La precisión de Neopercusión es comparable a lo que en fotografía sería la obtención del blanco perfecto. Cuando tocan unísono, sólo la vista nos dice que lo hacen dos o los tres, que no es un solo instrumento. Por otra parte, la riqueza tímbrica de Trichromie y su riquísima variedad rítmica fueron expuestas en una interpretación de gran categoría instrumental y musical.

La fórmula y el concerto

El mejor elogio que recibió Edvard Grieg sobre su Concerto para piano lo oyó de boca de Franz Liszt cuando éste le dijo algo así como “Muchacho, ha encontrado Vd la fórmula”. Sobre Kammerkonzert, obra de Miguel Gálvez encargada por el CDMC para su estreno en este XXIII Festival de Música de Alicante, se podría decir algo semejante. Gálvez ha encontrado la forma de trasladar al s XXI la estructura de un concerto grosso con todas los aditamentos rítmicos, texturales y armónicos que hoy ya son una parte de la herencia musical que nos dejó el s. XX.

El primer movimiento se inicia con acordes regulares del piano sobre notas largas del quinteto y una delicada intervención de la percusión en maderas, gongs y campanas. En el segundo, notable intervención de Garvayo al piano y en su labor de coordinación, junto a los crescendi de la percusión. El tercero se anima en una serie de síncopas y diversas variaciones rítmicas, tímbricas y melódicas, con algún unísono de gran fuerza expresiva muy bien resuelto por el conjunto.

En la calma del cuarto, un motivo en notas largas va pasando de uno a otro instrumento. Es de resaltar el cambio de carácter de la obra en este movimiento, con unos trinos llenos de fuerza y escalas de notable dificultad mecánica y expresiva en el piano. El movimiento final comienza con unos stacatti del grupo, con pizzicatti de la cuerda, de los que se separan los vientos.

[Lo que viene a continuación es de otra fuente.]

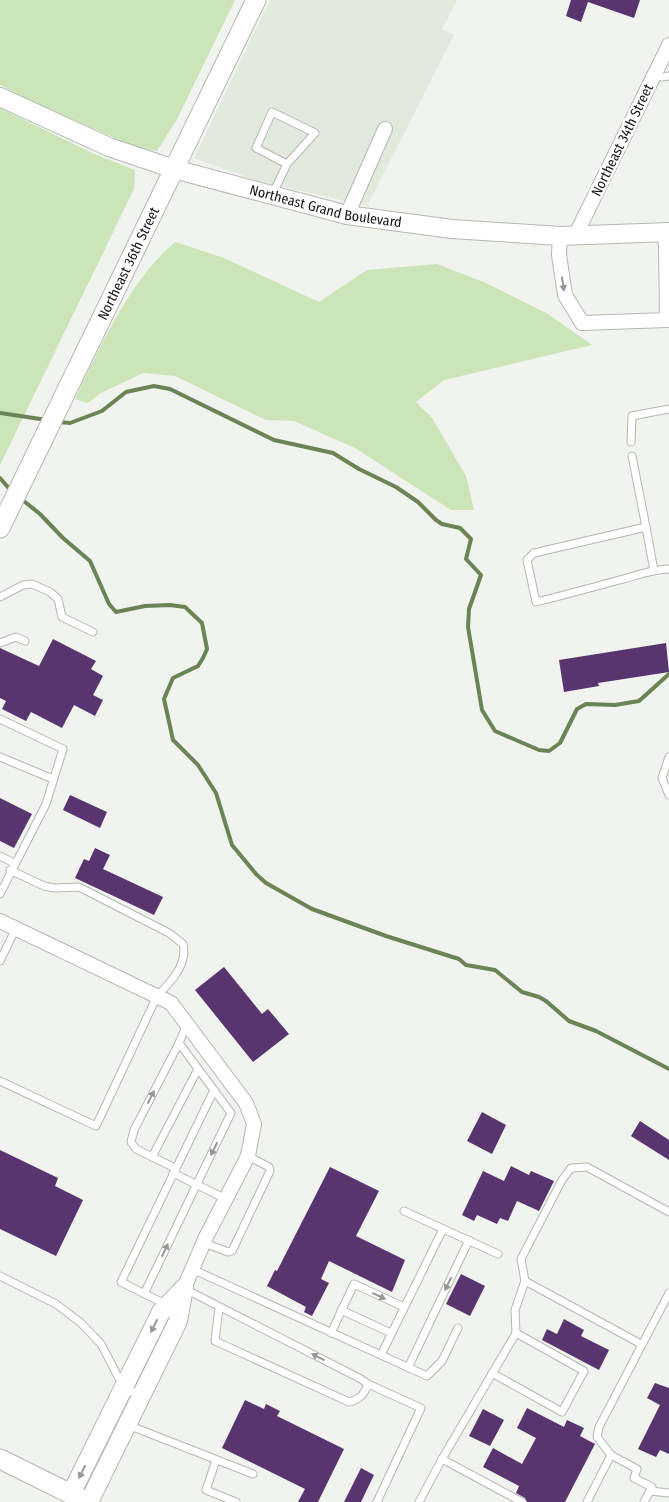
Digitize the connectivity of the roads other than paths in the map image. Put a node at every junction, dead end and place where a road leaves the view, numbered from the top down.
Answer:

Se llega a momentos de mucha riqueza tímbrica con esos punzantes armónicos sobreagudos del contrabajo, al que se une el resto de los instrumentos con el canto predominante del chelo con la intervención final de piano y violín antes de un larguísimo silencio final realmente sobrecogedor. Fue sin duda el momento culminante de la noche.

Un nieto de 4:33

Les moutons de Panurge, sobre un relato del Gargantúa y Pantagruel de Rabelais, es una obra de ecos, acumulaciones y disolución de lo expuesto en un caos improvisatorio al que, según las instrucciones del autor, ha de seguir una participación de 'no músicos'. Tras la exposición temática completa, faltó, a mi modo de ver, algo más de imaginación, o por mejor decir, valentía para lanzarse más abiertamente al caos. Vueltos a puerto, del que apenas se habían separado en una especie de navegación de cabotaje, la participación del público resultó en la práctica como un diálogo muy reglado con los músicos del escenario y hubo diversión para todos.

En ambos casos, acaso faltó algo más de desorden sistematizado, regulado; de libertad para todos en una obra que no deja de ser descendiente directa del concepto cagiano de la inexistencia real del silencio absoluto. Que puede no existir; que puede ser más o menos completo; que a veces puede llegar a oírse, incluso a sentirse como una presión insoportable en determinadas circunstancias. Pero que es siempre fundamento esencial de la música.